What is needed >> Begin at the line that contains "Please list the" and repeat every line from there to the end of the records below, inclusive, without adding any other line.

━━━━━━━━━━━━━━━━

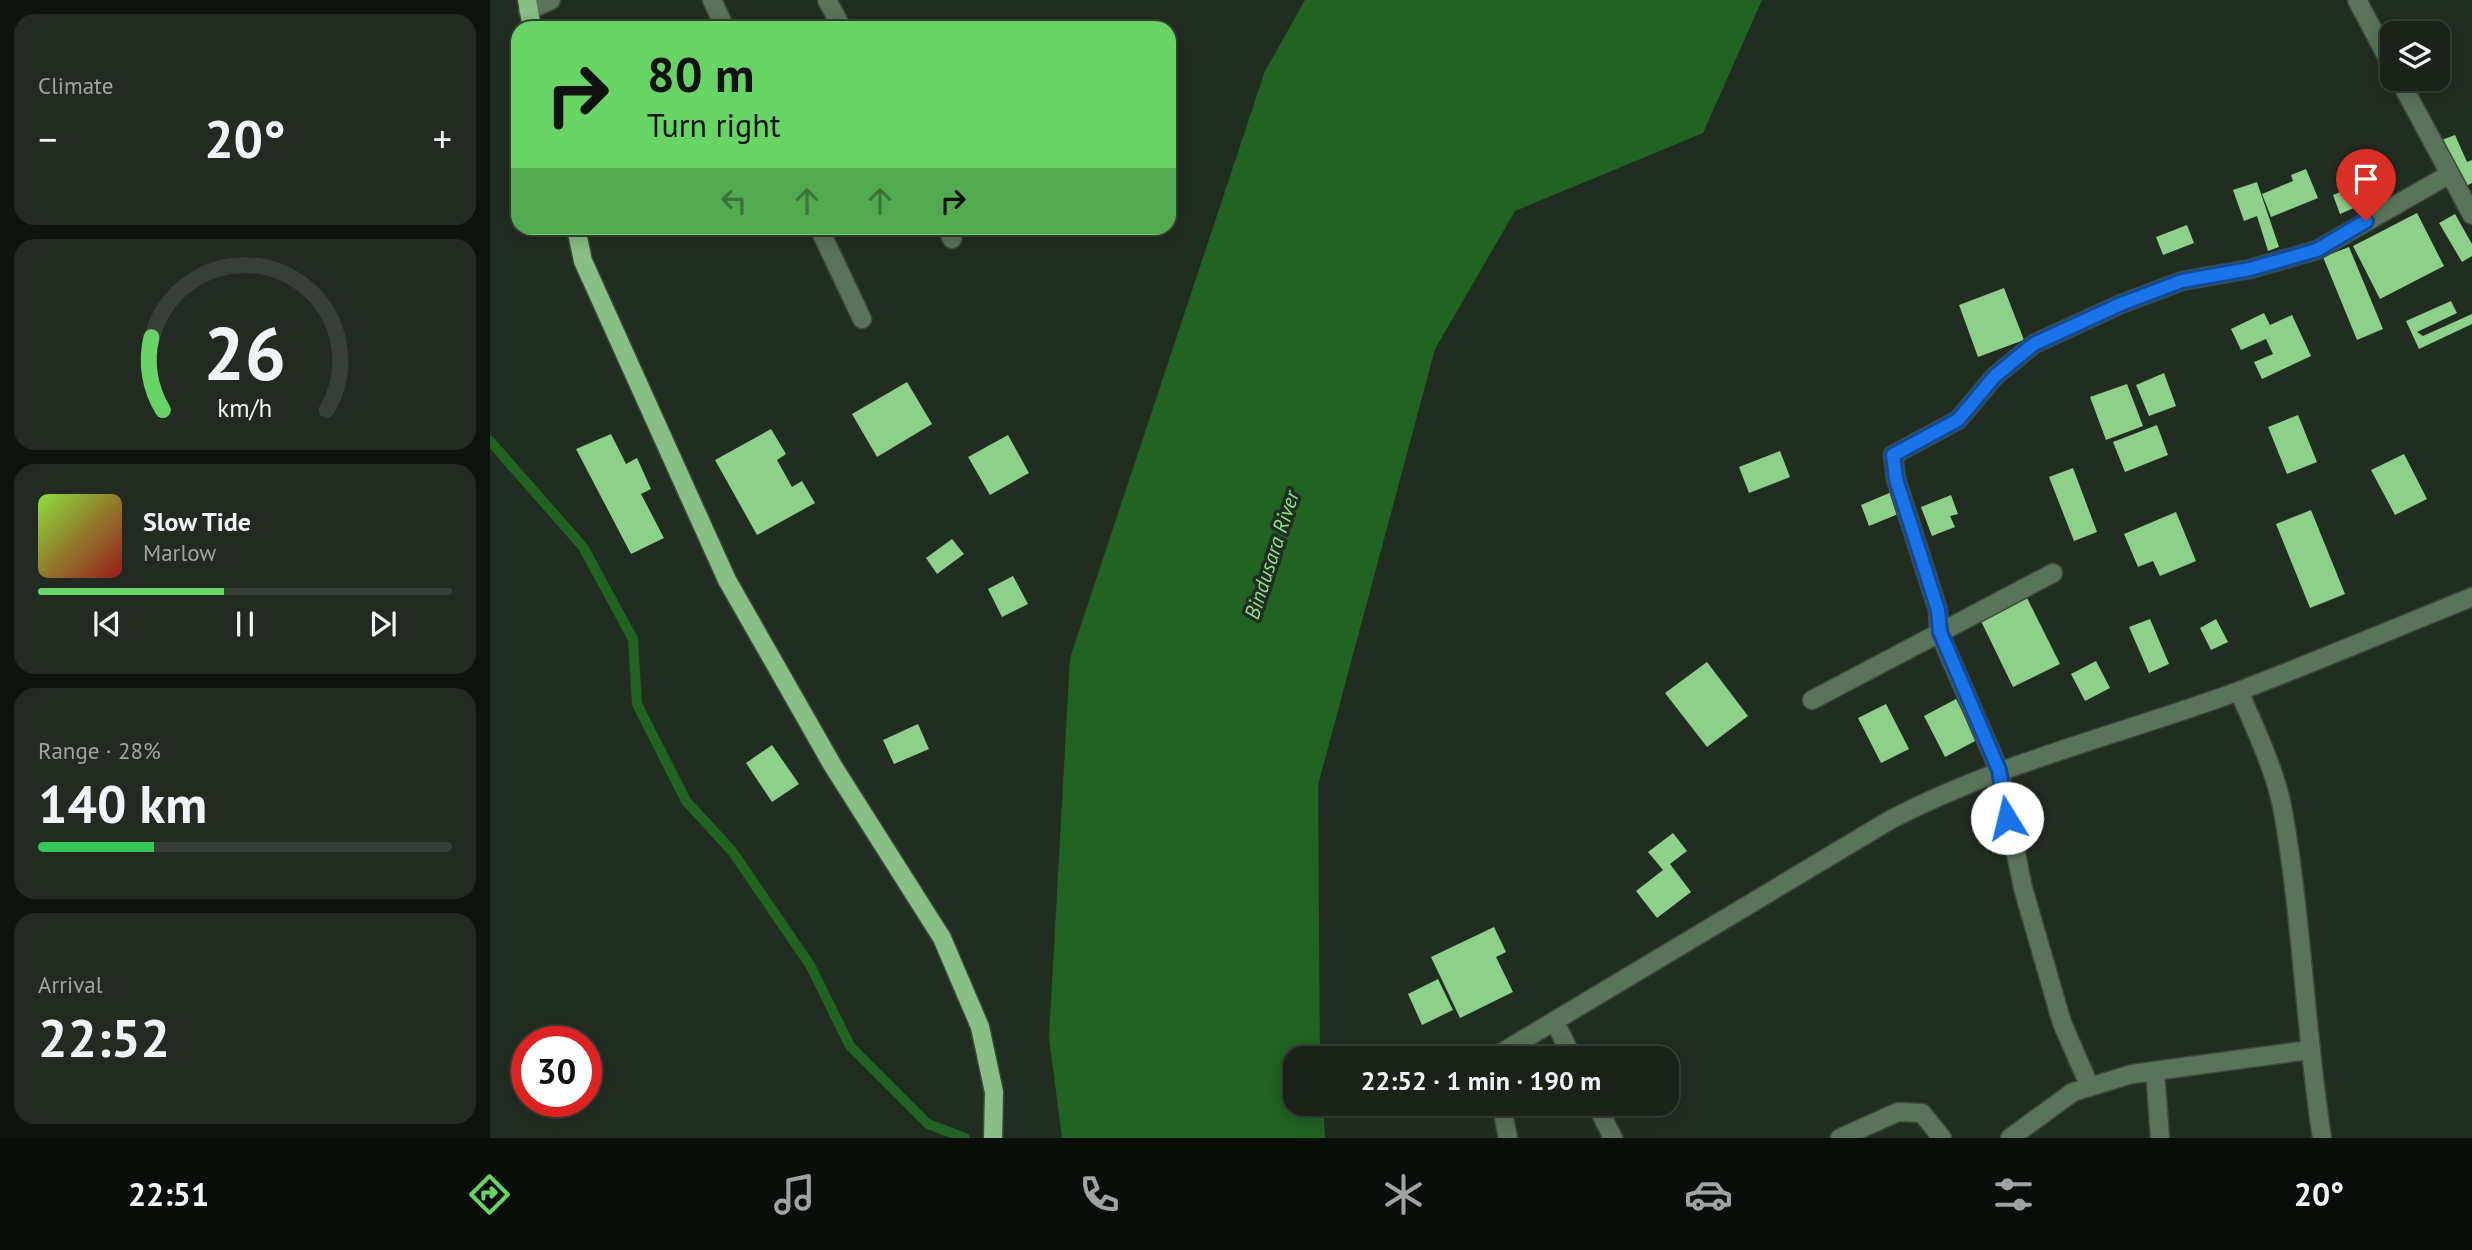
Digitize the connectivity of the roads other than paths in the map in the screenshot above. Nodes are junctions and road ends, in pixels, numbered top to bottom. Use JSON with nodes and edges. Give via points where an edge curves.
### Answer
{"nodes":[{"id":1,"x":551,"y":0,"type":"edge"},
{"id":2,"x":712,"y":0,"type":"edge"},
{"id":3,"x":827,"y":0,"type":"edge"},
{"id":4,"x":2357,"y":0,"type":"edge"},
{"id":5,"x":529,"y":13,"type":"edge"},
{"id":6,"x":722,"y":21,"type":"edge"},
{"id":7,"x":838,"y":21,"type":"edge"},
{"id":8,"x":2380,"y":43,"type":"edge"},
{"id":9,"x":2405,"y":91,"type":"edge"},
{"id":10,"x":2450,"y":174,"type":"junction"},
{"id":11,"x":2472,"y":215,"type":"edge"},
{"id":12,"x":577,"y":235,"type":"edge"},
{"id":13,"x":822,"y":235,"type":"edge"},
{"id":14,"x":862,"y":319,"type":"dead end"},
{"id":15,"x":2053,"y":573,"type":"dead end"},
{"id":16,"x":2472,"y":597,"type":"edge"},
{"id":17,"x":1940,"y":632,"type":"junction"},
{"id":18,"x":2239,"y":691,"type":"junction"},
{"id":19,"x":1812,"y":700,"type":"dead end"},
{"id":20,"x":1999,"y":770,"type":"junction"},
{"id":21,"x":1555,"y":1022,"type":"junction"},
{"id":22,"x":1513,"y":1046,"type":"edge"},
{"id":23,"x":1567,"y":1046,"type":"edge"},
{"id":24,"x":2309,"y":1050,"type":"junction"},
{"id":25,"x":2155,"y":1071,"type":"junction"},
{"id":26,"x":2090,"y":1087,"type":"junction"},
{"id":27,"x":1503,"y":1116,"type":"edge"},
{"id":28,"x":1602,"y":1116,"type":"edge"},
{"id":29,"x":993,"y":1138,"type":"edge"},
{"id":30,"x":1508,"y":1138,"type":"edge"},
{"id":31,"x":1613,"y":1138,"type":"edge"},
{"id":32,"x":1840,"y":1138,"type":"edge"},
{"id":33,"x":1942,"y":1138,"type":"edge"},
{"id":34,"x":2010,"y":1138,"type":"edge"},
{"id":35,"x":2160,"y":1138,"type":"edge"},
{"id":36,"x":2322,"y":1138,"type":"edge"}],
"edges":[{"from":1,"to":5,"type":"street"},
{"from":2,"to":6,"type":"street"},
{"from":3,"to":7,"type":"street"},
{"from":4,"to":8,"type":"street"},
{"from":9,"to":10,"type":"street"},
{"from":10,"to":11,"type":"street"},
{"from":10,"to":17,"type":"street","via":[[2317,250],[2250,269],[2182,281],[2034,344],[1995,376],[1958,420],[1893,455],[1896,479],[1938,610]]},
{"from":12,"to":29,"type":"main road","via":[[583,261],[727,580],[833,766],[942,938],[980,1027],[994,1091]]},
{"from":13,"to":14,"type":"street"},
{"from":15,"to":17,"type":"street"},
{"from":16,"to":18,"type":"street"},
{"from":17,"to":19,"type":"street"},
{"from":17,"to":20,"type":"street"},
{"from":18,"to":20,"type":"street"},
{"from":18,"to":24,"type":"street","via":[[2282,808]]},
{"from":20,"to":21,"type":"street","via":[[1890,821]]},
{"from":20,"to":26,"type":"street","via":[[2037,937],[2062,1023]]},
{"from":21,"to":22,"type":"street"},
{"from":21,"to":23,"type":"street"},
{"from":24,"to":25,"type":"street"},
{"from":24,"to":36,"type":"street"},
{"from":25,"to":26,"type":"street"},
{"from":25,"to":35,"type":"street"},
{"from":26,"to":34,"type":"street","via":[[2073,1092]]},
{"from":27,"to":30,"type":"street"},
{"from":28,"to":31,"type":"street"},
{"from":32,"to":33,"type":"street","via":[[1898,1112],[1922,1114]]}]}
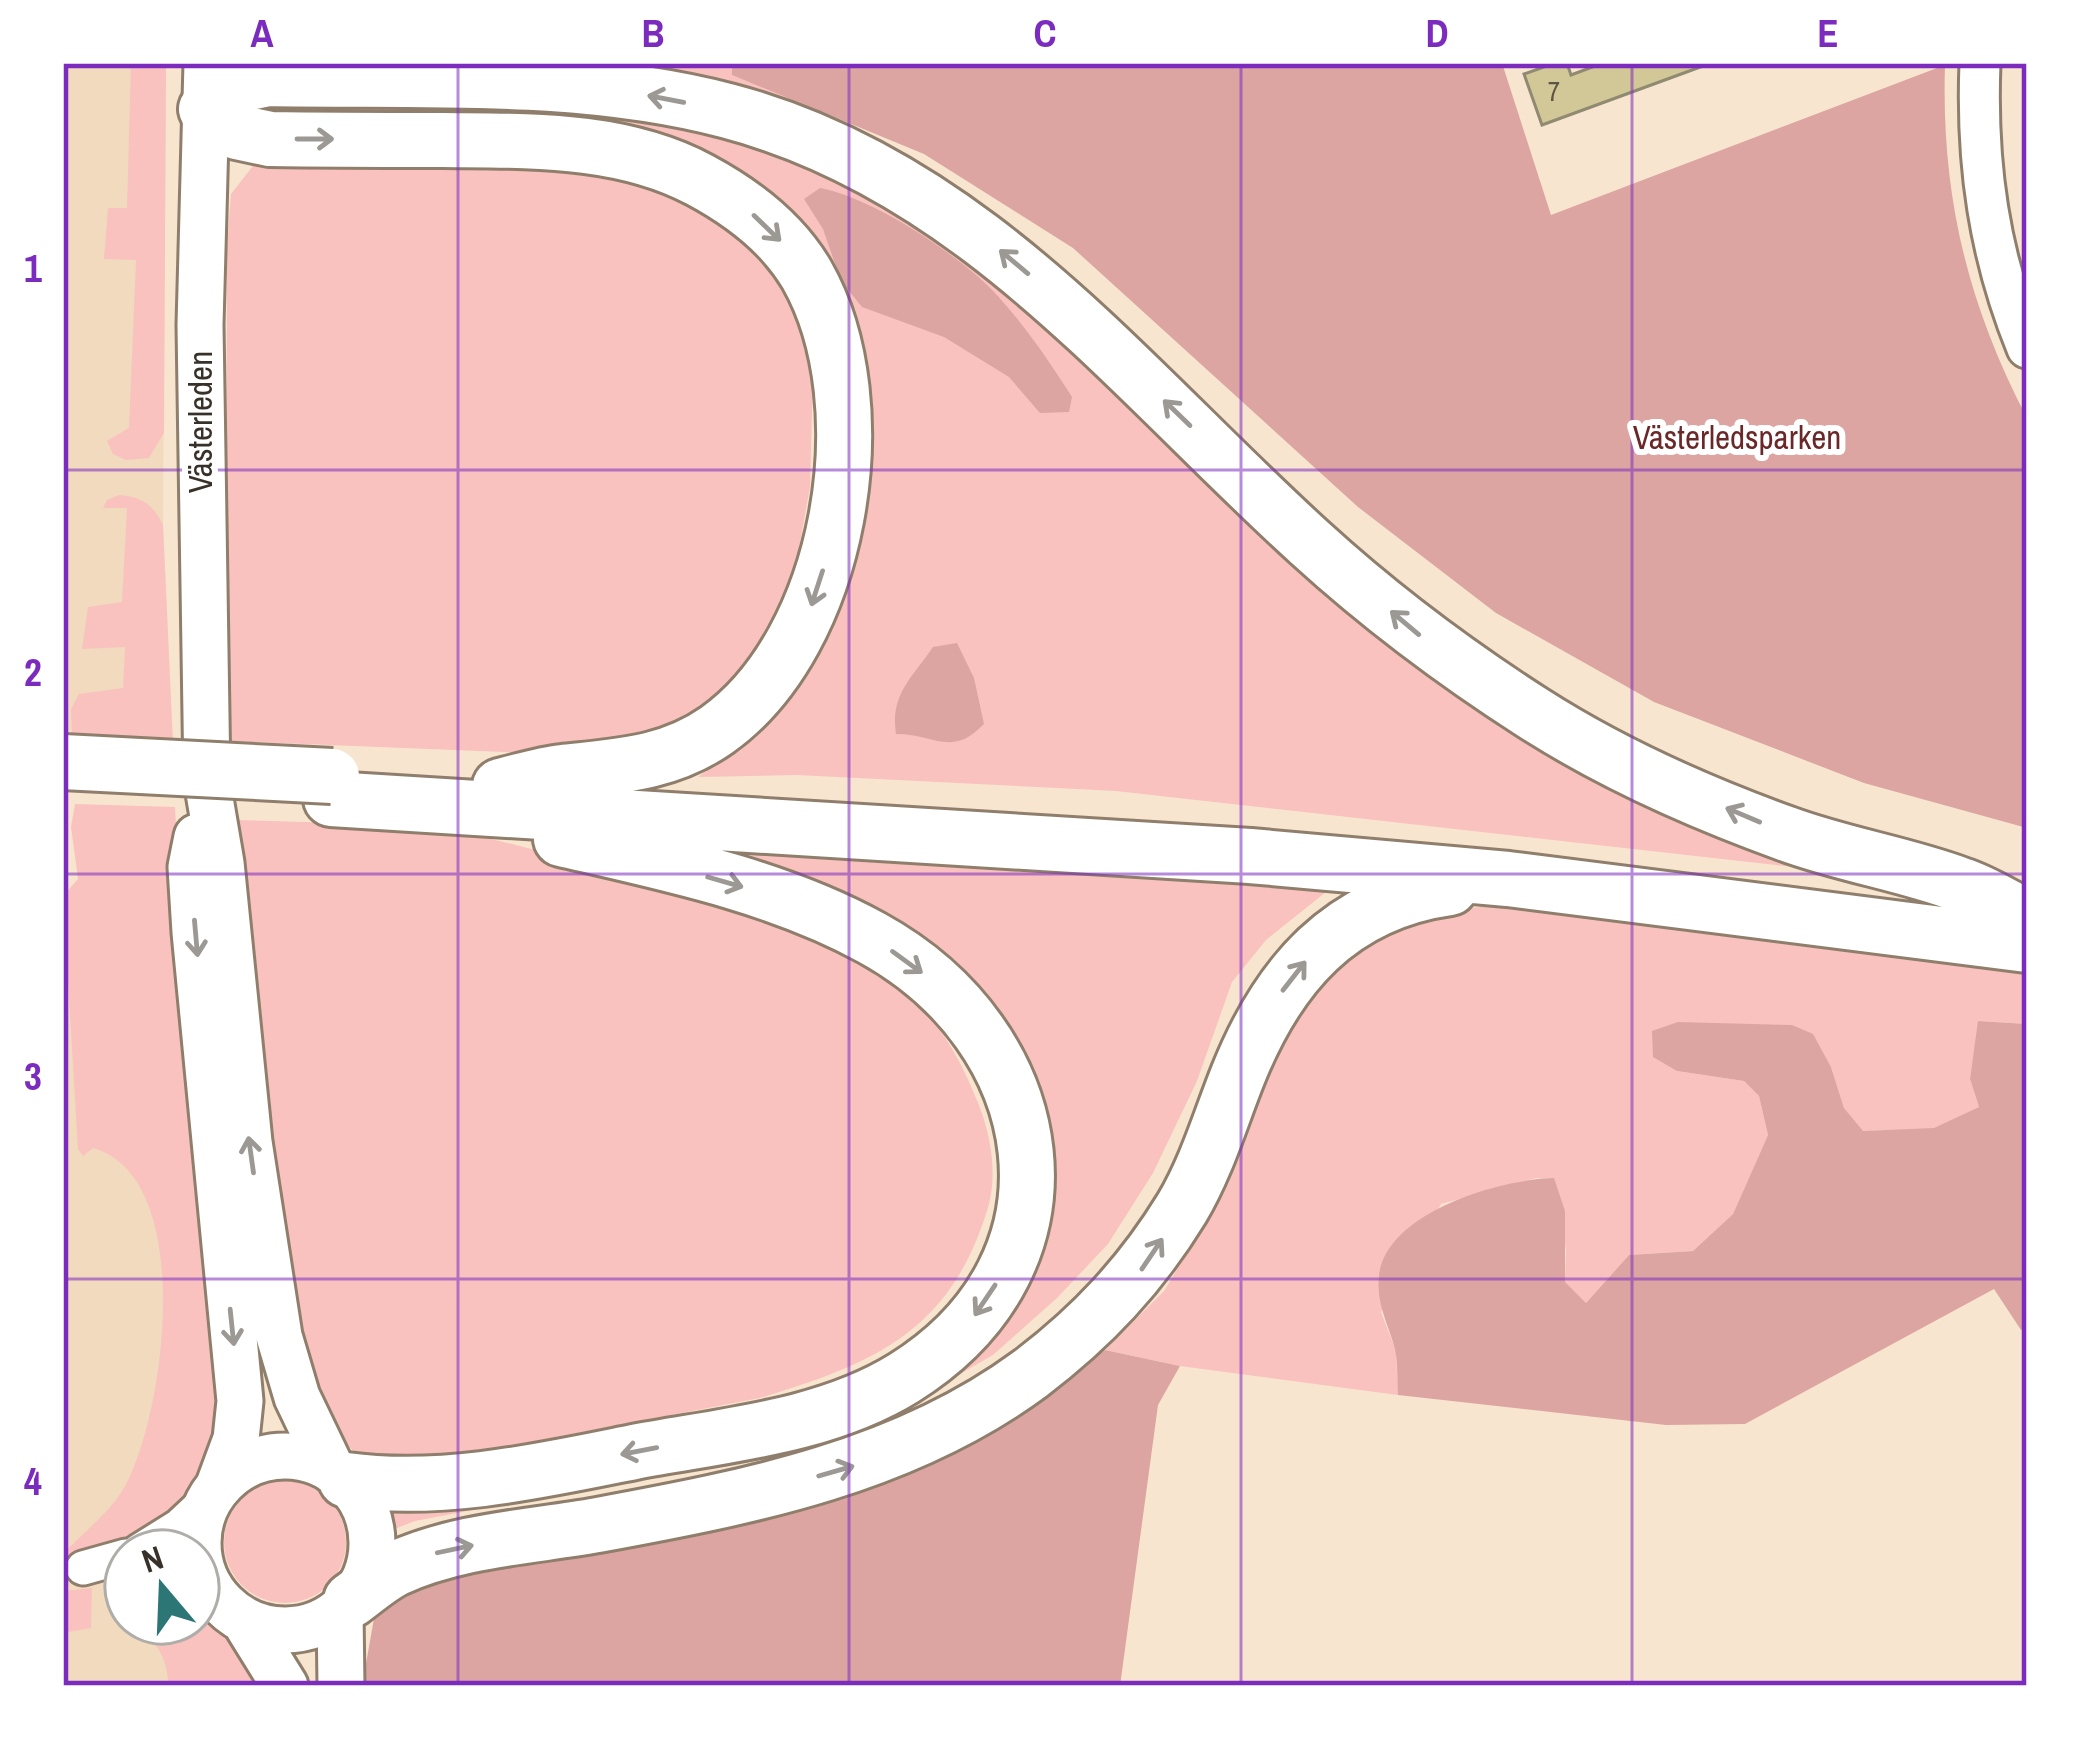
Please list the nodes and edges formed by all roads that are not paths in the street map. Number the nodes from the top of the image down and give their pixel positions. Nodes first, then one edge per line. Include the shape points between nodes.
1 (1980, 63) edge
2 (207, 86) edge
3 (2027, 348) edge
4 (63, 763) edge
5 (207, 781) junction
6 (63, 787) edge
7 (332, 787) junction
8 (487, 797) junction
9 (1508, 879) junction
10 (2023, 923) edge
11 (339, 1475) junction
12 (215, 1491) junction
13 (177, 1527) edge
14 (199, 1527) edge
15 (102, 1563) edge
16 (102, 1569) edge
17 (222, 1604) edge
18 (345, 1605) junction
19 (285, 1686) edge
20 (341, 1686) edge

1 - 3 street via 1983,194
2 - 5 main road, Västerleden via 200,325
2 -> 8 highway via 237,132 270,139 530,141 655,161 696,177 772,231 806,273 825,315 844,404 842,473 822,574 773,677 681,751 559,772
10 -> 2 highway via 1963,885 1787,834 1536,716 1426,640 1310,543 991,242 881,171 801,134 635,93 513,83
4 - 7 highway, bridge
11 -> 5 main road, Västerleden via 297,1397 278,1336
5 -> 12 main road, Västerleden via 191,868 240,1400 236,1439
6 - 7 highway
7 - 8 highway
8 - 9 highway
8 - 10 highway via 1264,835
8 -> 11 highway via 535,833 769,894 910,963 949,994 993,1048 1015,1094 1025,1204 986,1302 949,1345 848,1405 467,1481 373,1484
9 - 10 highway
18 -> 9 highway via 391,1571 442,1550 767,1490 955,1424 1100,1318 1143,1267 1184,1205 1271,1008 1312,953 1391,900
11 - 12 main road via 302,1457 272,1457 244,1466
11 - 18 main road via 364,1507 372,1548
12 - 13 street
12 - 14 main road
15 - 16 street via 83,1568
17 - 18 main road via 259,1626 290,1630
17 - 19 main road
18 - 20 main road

━━━━━━━━━━━━━━━━

Result >>
Please list the nodes and edges formed by all roads that are not paths in the street map. Number the nodes from the top of the image down and give their pixel positions. Nodes first, then one edge per line. Include the shape points between nodes.
1 (1980, 63) edge
2 (207, 86) edge
3 (2027, 348) edge
4 (63, 763) edge
5 (207, 781) junction
6 (63, 787) edge
7 (332, 787) junction
8 (487, 797) junction
9 (1508, 879) junction
10 (2023, 923) edge
11 (339, 1475) junction
12 (215, 1491) junction
13 (177, 1527) edge
14 (199, 1527) edge
15 (102, 1563) edge
16 (102, 1569) edge
17 (222, 1604) edge
18 (345, 1605) junction
19 (285, 1686) edge
20 (341, 1686) edge

1 - 3 street via 1983,194
2 - 5 main road, Västerleden via 200,325
2 -> 8 highway via 237,132 270,139 530,141 655,161 696,177 772,231 806,273 825,315 844,404 842,473 822,574 773,677 681,751 559,772
10 -> 2 highway via 1963,885 1787,834 1536,716 1426,640 1310,543 991,242 881,171 801,134 635,93 513,83
4 - 7 highway, bridge
11 -> 5 main road, Västerleden via 297,1397 278,1336
5 -> 12 main road, Västerleden via 191,868 240,1400 236,1439
6 - 7 highway
7 - 8 highway
8 - 9 highway
8 - 10 highway via 1264,835
8 -> 11 highway via 535,833 769,894 910,963 949,994 993,1048 1015,1094 1025,1204 986,1302 949,1345 848,1405 467,1481 373,1484
9 - 10 highway
18 -> 9 highway via 391,1571 442,1550 767,1490 955,1424 1100,1318 1143,1267 1184,1205 1271,1008 1312,953 1391,900
11 - 12 main road via 302,1457 272,1457 244,1466
11 - 18 main road via 364,1507 372,1548
12 - 13 street
12 - 14 main road
15 - 16 street via 83,1568
17 - 18 main road via 259,1626 290,1630
17 - 19 main road
18 - 20 main road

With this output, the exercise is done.